Decision Analysis for the Influence of Incorporating Waste Materials on Green Concrete Properties

Concrete industry is challenged by sustainability and technical concerns. Sustainability includes minimization of raw material usage, energy consumption, and emission of greenhouse gases, while technical concerns comprise the enhancement of mechanical properties and durability such as compressive strength, resistance to chloride, acids, and elevated temperatures. Therefore, recycling of industrial waste in manufacturing of green concrete has become a robust viable alternative to disposal, due to the limited natural resources and raw materials which contribute to sustainable construction. Consequently, this research aims to develop an approach using a multicriteria decision-making algorithm based on Analytical Hierarchy Process (AHP), to select the most suitable industrial waste to achieve the desired green concrete properties. The research starts by determining the alternatives including 18 industrial wastes, and the criteria including 14 properties of concrete. After that, an experimental database for the influence of the alternatives on the criteria is established based on the literature.

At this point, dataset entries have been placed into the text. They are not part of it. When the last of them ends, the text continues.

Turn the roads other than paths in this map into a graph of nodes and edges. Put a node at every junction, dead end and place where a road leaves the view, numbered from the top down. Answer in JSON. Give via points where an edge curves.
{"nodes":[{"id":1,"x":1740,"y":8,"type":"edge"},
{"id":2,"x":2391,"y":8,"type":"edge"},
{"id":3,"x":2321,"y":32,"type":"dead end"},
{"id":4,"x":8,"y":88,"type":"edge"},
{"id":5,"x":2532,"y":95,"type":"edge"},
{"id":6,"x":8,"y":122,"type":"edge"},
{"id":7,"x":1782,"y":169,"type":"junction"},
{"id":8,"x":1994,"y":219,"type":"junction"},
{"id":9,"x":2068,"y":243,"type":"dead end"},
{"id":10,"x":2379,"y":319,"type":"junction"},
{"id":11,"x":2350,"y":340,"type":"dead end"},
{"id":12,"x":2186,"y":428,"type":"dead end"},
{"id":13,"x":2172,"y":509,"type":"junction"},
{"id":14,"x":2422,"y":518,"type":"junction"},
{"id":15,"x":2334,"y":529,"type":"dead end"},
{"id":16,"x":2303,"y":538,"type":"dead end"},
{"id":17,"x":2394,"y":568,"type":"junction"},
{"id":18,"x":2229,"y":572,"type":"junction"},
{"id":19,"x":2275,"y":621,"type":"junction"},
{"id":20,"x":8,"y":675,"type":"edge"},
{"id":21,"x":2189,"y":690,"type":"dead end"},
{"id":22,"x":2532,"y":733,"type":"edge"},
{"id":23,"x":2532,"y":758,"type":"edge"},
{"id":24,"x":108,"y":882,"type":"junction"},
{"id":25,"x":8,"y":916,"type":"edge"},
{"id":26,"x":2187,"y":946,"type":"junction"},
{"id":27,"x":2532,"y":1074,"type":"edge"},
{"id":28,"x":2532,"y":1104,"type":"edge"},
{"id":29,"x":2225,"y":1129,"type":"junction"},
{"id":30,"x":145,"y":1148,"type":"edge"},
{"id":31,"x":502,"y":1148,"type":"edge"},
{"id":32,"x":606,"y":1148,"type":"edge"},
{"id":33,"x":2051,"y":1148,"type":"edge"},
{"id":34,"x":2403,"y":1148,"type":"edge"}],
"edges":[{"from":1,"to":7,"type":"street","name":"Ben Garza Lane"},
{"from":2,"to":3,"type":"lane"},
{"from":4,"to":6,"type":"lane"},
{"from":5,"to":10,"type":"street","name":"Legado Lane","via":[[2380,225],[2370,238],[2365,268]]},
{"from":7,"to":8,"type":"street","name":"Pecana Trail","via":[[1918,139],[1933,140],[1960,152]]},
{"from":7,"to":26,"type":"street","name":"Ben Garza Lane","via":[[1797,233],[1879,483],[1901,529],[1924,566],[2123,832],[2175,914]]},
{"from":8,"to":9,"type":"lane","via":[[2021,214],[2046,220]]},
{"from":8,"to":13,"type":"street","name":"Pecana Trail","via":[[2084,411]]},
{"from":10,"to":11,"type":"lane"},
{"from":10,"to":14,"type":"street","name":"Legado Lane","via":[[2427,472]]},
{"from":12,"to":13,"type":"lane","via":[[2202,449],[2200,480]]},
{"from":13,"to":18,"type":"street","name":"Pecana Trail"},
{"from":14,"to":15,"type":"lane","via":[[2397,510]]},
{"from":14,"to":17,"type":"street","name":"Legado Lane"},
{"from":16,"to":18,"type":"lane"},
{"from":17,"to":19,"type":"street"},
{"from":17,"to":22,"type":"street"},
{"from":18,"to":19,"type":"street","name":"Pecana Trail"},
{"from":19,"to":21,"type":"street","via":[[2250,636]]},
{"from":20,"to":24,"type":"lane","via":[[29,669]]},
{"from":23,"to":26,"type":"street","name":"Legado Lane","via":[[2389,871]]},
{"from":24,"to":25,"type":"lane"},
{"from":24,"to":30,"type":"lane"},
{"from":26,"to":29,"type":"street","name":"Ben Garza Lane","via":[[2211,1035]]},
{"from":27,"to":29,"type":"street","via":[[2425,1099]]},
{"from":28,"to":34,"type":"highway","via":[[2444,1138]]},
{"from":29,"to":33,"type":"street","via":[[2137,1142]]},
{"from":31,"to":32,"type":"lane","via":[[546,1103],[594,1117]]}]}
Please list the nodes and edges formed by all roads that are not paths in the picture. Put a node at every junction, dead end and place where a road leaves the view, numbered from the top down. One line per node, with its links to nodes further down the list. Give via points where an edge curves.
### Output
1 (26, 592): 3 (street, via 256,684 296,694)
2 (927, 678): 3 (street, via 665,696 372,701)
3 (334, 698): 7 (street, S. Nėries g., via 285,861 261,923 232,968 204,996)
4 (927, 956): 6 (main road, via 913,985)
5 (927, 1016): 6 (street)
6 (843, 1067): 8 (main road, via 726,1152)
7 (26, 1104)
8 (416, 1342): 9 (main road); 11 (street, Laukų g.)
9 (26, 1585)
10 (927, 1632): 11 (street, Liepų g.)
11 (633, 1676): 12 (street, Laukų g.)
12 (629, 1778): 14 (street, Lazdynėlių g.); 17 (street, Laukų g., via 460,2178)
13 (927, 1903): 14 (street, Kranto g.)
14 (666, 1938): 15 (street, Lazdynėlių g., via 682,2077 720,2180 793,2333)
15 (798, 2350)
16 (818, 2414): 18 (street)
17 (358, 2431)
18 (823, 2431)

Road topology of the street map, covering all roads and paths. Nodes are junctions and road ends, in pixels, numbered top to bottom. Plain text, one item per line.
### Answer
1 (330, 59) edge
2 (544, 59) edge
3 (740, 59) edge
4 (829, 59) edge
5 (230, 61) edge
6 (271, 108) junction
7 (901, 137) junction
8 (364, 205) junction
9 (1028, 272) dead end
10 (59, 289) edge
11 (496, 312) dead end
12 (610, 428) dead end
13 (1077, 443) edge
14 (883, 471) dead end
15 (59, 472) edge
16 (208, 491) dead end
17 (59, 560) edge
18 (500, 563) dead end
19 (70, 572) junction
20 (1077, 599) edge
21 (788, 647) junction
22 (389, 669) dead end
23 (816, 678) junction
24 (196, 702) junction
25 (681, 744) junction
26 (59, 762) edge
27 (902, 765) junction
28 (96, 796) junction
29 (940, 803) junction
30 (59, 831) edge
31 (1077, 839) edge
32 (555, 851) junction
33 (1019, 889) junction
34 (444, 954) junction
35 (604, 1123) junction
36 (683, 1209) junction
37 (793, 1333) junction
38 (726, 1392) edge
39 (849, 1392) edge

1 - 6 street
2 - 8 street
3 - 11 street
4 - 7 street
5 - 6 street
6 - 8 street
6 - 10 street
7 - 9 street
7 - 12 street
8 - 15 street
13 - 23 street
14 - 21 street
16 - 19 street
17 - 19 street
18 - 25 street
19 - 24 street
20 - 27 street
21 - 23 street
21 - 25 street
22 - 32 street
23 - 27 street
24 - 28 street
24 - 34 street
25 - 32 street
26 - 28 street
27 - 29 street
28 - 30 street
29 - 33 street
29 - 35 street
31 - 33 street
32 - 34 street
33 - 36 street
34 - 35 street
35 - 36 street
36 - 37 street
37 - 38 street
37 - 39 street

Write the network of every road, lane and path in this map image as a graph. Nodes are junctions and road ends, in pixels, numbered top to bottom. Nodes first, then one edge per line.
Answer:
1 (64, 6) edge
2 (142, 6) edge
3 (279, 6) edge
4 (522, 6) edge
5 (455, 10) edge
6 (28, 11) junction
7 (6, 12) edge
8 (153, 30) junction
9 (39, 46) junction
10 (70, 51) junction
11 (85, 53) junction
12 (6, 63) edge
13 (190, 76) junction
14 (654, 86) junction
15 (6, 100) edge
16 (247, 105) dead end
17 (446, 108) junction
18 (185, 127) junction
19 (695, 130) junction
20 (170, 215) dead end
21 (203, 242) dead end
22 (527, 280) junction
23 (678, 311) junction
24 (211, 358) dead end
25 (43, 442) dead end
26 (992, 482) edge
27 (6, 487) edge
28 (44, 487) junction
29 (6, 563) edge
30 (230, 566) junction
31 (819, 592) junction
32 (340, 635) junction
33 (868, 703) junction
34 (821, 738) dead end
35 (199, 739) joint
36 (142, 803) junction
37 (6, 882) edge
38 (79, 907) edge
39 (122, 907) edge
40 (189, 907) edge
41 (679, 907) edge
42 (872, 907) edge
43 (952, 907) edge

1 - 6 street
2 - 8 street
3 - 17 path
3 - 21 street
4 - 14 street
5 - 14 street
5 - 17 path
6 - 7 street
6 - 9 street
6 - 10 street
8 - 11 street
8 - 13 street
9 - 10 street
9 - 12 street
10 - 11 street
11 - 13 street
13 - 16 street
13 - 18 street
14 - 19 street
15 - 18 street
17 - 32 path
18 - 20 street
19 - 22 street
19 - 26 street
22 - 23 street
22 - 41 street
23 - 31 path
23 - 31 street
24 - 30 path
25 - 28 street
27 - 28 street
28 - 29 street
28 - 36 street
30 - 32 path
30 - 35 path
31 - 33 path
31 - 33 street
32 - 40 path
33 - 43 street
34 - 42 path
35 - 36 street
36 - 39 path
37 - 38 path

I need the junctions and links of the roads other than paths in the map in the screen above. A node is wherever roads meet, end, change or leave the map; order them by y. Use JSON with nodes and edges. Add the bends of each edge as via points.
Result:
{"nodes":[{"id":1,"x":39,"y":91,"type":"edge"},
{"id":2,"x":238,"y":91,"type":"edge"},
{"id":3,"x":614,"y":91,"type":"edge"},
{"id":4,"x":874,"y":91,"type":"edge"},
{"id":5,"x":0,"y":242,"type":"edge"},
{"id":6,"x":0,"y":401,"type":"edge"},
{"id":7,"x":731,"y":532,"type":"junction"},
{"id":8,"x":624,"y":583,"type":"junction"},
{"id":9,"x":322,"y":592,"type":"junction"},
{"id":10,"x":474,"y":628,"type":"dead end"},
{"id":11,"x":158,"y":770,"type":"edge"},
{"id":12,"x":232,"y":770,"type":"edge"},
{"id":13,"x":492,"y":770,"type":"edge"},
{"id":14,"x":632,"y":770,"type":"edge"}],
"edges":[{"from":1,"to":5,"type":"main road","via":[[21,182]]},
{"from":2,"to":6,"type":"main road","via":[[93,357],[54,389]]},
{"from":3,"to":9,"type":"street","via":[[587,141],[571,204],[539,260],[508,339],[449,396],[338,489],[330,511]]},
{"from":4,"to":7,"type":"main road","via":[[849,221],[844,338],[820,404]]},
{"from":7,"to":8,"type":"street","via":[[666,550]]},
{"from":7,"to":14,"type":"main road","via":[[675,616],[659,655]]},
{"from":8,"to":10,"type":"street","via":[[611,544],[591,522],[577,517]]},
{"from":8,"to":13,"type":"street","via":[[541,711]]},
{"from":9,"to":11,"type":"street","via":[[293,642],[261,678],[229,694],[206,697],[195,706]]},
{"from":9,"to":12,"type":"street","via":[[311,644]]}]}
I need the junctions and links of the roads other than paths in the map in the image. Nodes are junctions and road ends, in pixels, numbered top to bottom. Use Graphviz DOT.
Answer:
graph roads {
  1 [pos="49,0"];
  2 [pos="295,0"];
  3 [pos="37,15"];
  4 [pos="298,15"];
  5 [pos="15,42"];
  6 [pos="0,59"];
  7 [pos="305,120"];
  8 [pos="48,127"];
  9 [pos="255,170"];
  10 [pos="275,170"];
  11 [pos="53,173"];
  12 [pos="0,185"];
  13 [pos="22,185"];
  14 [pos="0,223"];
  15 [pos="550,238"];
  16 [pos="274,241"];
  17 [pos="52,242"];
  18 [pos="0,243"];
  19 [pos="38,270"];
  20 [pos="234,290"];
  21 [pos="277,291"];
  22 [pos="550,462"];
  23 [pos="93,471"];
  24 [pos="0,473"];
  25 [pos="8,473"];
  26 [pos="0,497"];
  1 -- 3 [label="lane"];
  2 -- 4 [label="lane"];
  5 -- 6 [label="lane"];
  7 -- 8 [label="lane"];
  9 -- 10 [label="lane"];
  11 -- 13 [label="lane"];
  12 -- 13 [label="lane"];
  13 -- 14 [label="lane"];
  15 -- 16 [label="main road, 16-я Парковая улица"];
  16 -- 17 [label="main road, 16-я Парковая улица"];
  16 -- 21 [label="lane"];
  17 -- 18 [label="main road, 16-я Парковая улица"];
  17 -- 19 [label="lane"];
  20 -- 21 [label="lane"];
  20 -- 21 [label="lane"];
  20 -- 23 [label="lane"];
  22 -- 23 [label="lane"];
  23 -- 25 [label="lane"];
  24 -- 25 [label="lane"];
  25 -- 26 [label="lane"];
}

Then, an algorithm is developed using a python script to analyze the influence of incorporating each of the industrial waste alternative on both the mechanical and sustainable properties of concrete. Subsequently, the efficiency of the proposed algorithm is validated using three case studies that present different circumstances of concrete specifications. Based on the proposed approach, the decision-maker can assign the appropriate residual waste to be incorporated into the concrete mix according to its application in a user-friendly manner. Such approach can support both sustainable use of waste materials and enhancement of concrete properties.